Smartphones, and Web2.0 fully usurping “the old internet”. The rise and domination of Facebook, and their purchase of Instagram. Twitter and The Arab Spring. Uber4, Silkroad and the first Bitcoin spike ($21 high!), and how Smart Contracts would change the world. The Gamification of everything. Silicon Valley’s brief flirtation with an abundance mindset. The release of Google Cardboard, Oculus, and the HTC Vive5, and how VR was going to change the world revolutionise global entertainment. The second, third, forth crypto spikes. Various rug pulls and straight up theft. Bitcoin ETFs, the Winklevii. Later, NFTs being a thing, and then very much not. Chatbots going from natural language search of dense knowledge bases, to the solution for every website.

The elevation of Will MacAskill6 from interesting philosophical curiosity, to the billionaires’ favourite guru. The release of GPT-3, the pandemic7 and remote work hiring boom. GPT-4, Claude, DeepSeek, and the positioning of LLMs as proto-AGI, and the ensuing arms race.

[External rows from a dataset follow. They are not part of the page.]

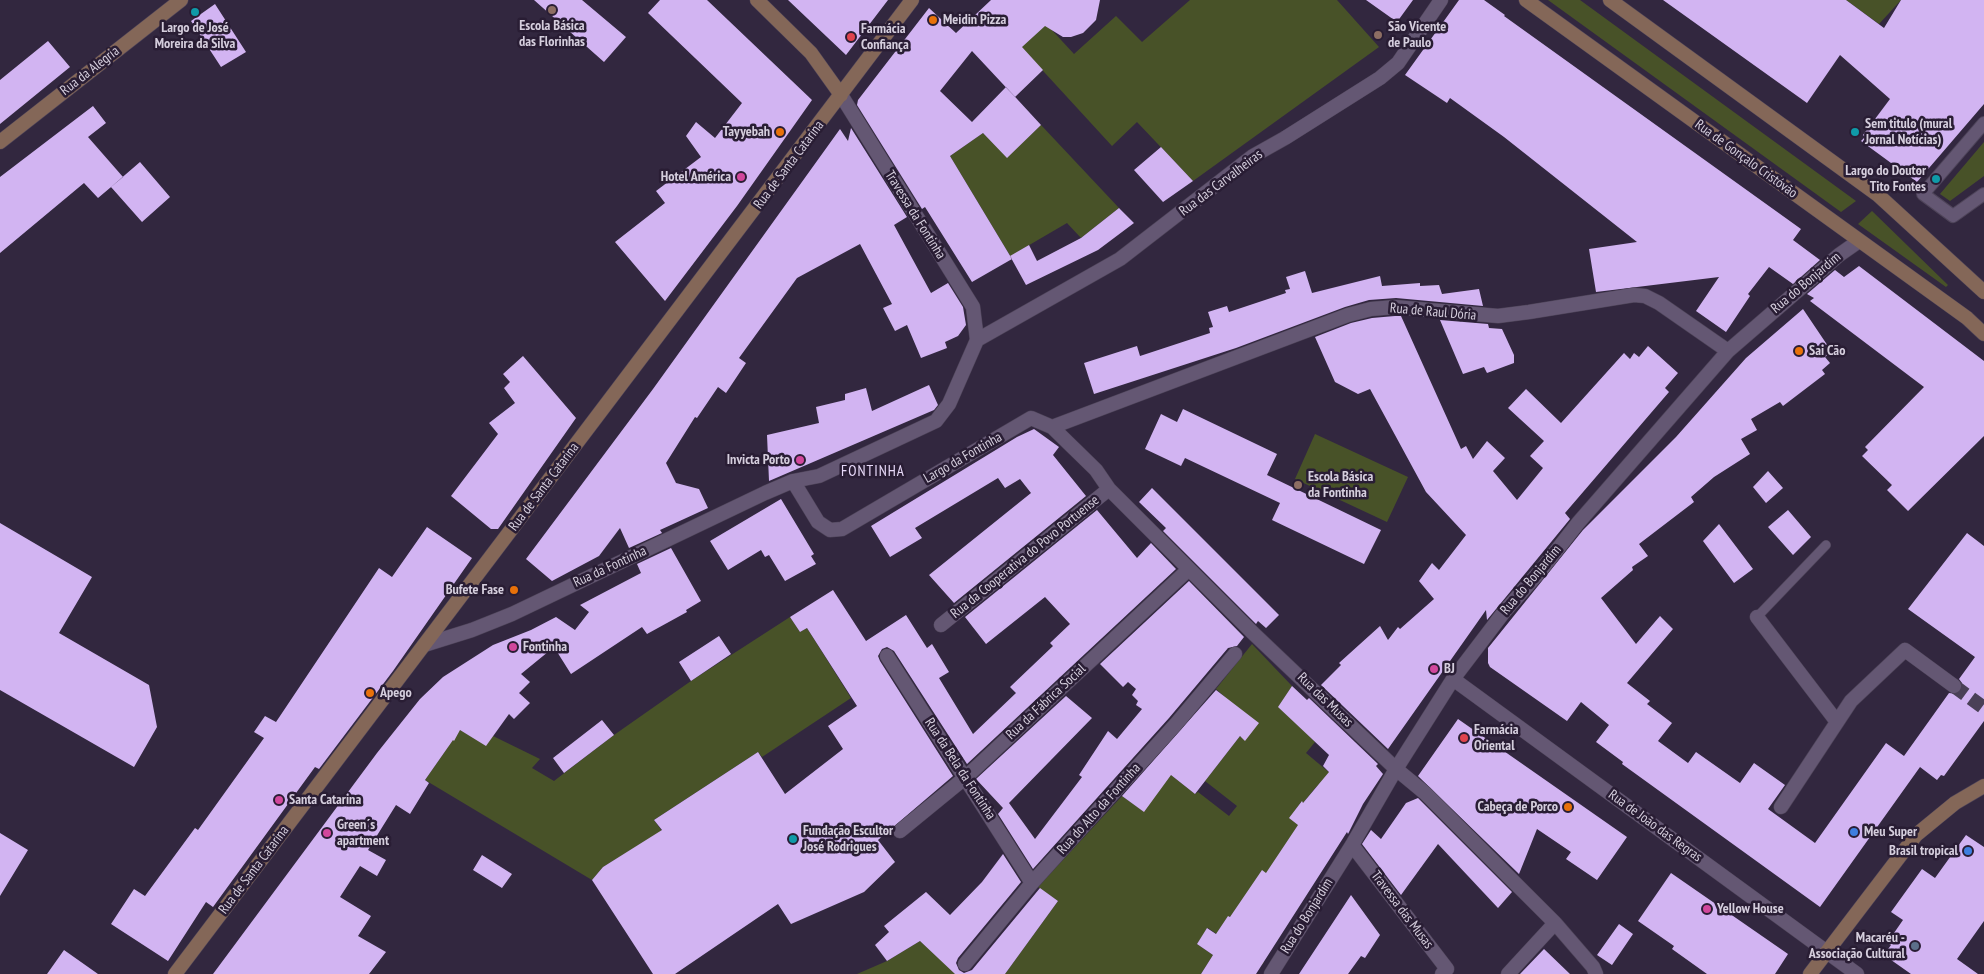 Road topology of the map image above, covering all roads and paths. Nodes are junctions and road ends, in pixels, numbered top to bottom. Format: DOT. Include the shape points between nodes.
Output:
graph roads {
  1 [pos="181,0"];
  2 [pos="757,0"];
  3 [pos="912,0"];
  4 [pos="1441,0"];
  5 [pos="1526,0"];
  6 [pos="1610,0"];
  7 [pos="1625,6"];
  8 [pos="841,95"];
  9 [pos="1984,123"];
  10 [pos="0,142"];
  11 [pos="1984,194"];
  12 [pos="1859,240"];
  13 [pos="1984,292"];
  14 [pos="1967,318"];
  15 [pos="1984,325"];
  16 [pos="1984,334"];
  17 [pos="976,340"];
  18 [pos="1728,351"];
  19 [pos="1052,427"];
  20 [pos="793,481"];
  21 [pos="1109,488"];
  22 [pos="1826,545"];
  23 [pos="1189,569"];
  24 [pos="1757,617"];
  25 [pos="941,625"];
  26 [pos="424,645"];
  27 [pos="1235,654"];
  28 [pos="887,656"];
  29 [pos="1453,679"];
  30 [pos="1954,686"];
  31 [pos="1837,722"];
  32 [pos="1396,769"];
  33 [pos="966,777"];
  34 [pos="1984,786"];
  35 [pos="1781,808"];
  36 [pos="900,831"];
  37 [pos="1352,845"];
  38 [pos="1032,883"];
  39 [pos="1555,923"];
  40 [pos="1827,951"];
  41 [pos="965,964"];
  42 [pos="175,974"];
  43 [pos="1270,974"];
  44 [pos="1442,974"];
  45 [pos="1508,974"];
  46 [pos="1596,974"];
  47 [pos="1810,974"];
  48 [pos="1857,974"];
  1 -- 10 [label="main road, Rua da Alegria"];
  2 -- 8 [label="main road" via="820,63"];
  3 -- 8 [label="main road, Rua de Santa Catarina"];
  4 -- 17 [label="street, Rua das Carvalheiras" via="1398,63 1380,78 1253,156 1120,259"];
  5 -- 12 [label="main road, Rua de Gonçalo Cristóvão"];
  6 -- 7 [label="main road"];
  7 -- 13 [label="main road" via="1878,195"];
  8 -- 17 [label="street, Travessa da Fontinha" via="973,307"];
  8 -- 26 [label="main road, Rua de Santa Catarina"];
  9 -- 11 [label="street" via="1923,194 1953,216"];
  12 -- 14 [label="main road, Rua de Gonçalo Cristóvão"];
  12 -- 18 [label="street, Rua do Bonjardim"];
  14 -- 15 [label="main road, Rua de Gonçalo Cristóvão"];
  14 -- 16 [label="main road, Rua de Gonçalo Cristóvão"];
  17 -- 20 [label="street" via="949,404 936,421 819,476"];
  18 -- 19 [label="street, Rua de Raul Dória" via="1659,302 1639,296 1498,316 1371,309"];
  18 -- 29 [label="street, Rua do Bonjardim" via="1578,523"];
  19 -- 20 [label="street, Largo da Fontinha" via="1031,418 842,529 830,530 818,522"];
  19 -- 21 [label="street, Rua das Musas" via="1096,470"];
  20 -- 26 [label="street, Rua da Fontinha" via="512,614"];
  21 -- 23 [label="street, Rua das Musas"];
  21 -- 25 [label="street, Rua da Cooperativa do Povo Portuense"];
  22 -- 24 [label="lane"];
  23 -- 32 [label="street, Rua das Musas"];
  23 -- 33 [label="street, Rua da Fábrica Social"];
  24 -- 31 [label="street"];
  26 -- 42 [label="main road, Rua de Santa Catarina"];
  27 -- 38 [label="street, Rua do Alto da Fontinha"];
  28 -- 33 [label="street, Rua da Bela da Fontinha"];
  29 -- 32 [label="street, Rua do Bonjardim"];
  29 -- 40 [label="street, Rua de João das Regras"];
  30 -- 31 [label="street" via="1905,650 1851,701"];
  31 -- 35 [label="street"];
  32 -- 37 [label="street, Rua do Bonjardim"];
  32 -- 39 [label="street, Rua das Musas" via="1425,793"];
  33 -- 36 [label="street, Rua da Fábrica Social"];
  33 -- 38 [label="street, Rua da Bela da Fontinha"];
  34 -- 40 [label="main road" via="1955,803 1916,835"];
  37 -- 43 [label="street, Rua do Bonjardim"];
  37 -- 44 [label="street, Travessa das Musas" via="1447,970"];
  38 -- 41 [label="street, Rua do Alto da Fontinha"];
  39 -- 45 [label="street"];
  39 -- 46 [label="street, Rua das Musas" via="1593,966"];
  40 -- 47 [label="main road"];
  40 -- 48 [label="street, Rua de João das Regras"];
}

This period was full of useful progress.

For all their many, many, faults – Facebook was better social media than what came before. Uber did genuinely improve the experience of ordering taxis.8 Bitcoin, and crypto more broadly, was excellent for bypassing incredibly expensive money transfer systems like TransferWise. This is incredibly useful for migrant workers wanting to safely and reliably send money back home to their families. And, obviously, really useful as a pseudo-anonymous means of payment for a variety of things.

But something changed, and while I can’t really put my finger on when exactly that was, I feel it was around the time that ‘web3’ starting to be thrown around.

To me, Web3 has always felt like a random assortment of technologies, unified as technology-first tools, all looking for problems to solve. For me this is namely Blockchain, cryptocurrencies, VR, and AI. There may be others you include, or don’t.

VR is objectively cool, but severally limited in practical application. Even Apple, with all their billions, haven’t been able to make it useful9. Blockchain is terribly energy inefficient for transactions when done via Proof of Work, while Proof of Stake has serious trust problems for a supposed zero-trust decentralised network. Transaction costs are insanely high for everyday small purchases, leading to the minimal uptake we see in legit merchant contexts. The continued necessity to cash out into a local currency10, often in large increments to minimise the fee ratio, further compounds the problem.

And then we have LLMs.

LLMs are incredible. While I’ve always enjoyed writing, it’s never been something I’ve found particularly easy. Having what is in effect my own personal sub-Editor running in-browser11 helps me better structure my thoughts, and keep my phrasing clear and simple12. It’s not perfect, far from it, but it is very helpful.

The current generation of LLMs are incredibly sophisticated predictive text, and that is great. Friends of mine with dyslexia, or various other neuro-diversities, or normies who just appreciate a hint every now and again, have found it to be a complete game changer.

I’ve also had particularly positive experiences using Claude to help me think around some problems we’ve faced at the foodbank, such as safe loading procedures. It being able to provide direct links to legislation and best practice documentation is awesome. Natural language search is a hard problem, and these tools make significant improvements on what has come before.

A single technology being sufficiently adept at addressing both of these problems is really cool.

But, it’s also very clear that there is a genuine panic in the industry right now.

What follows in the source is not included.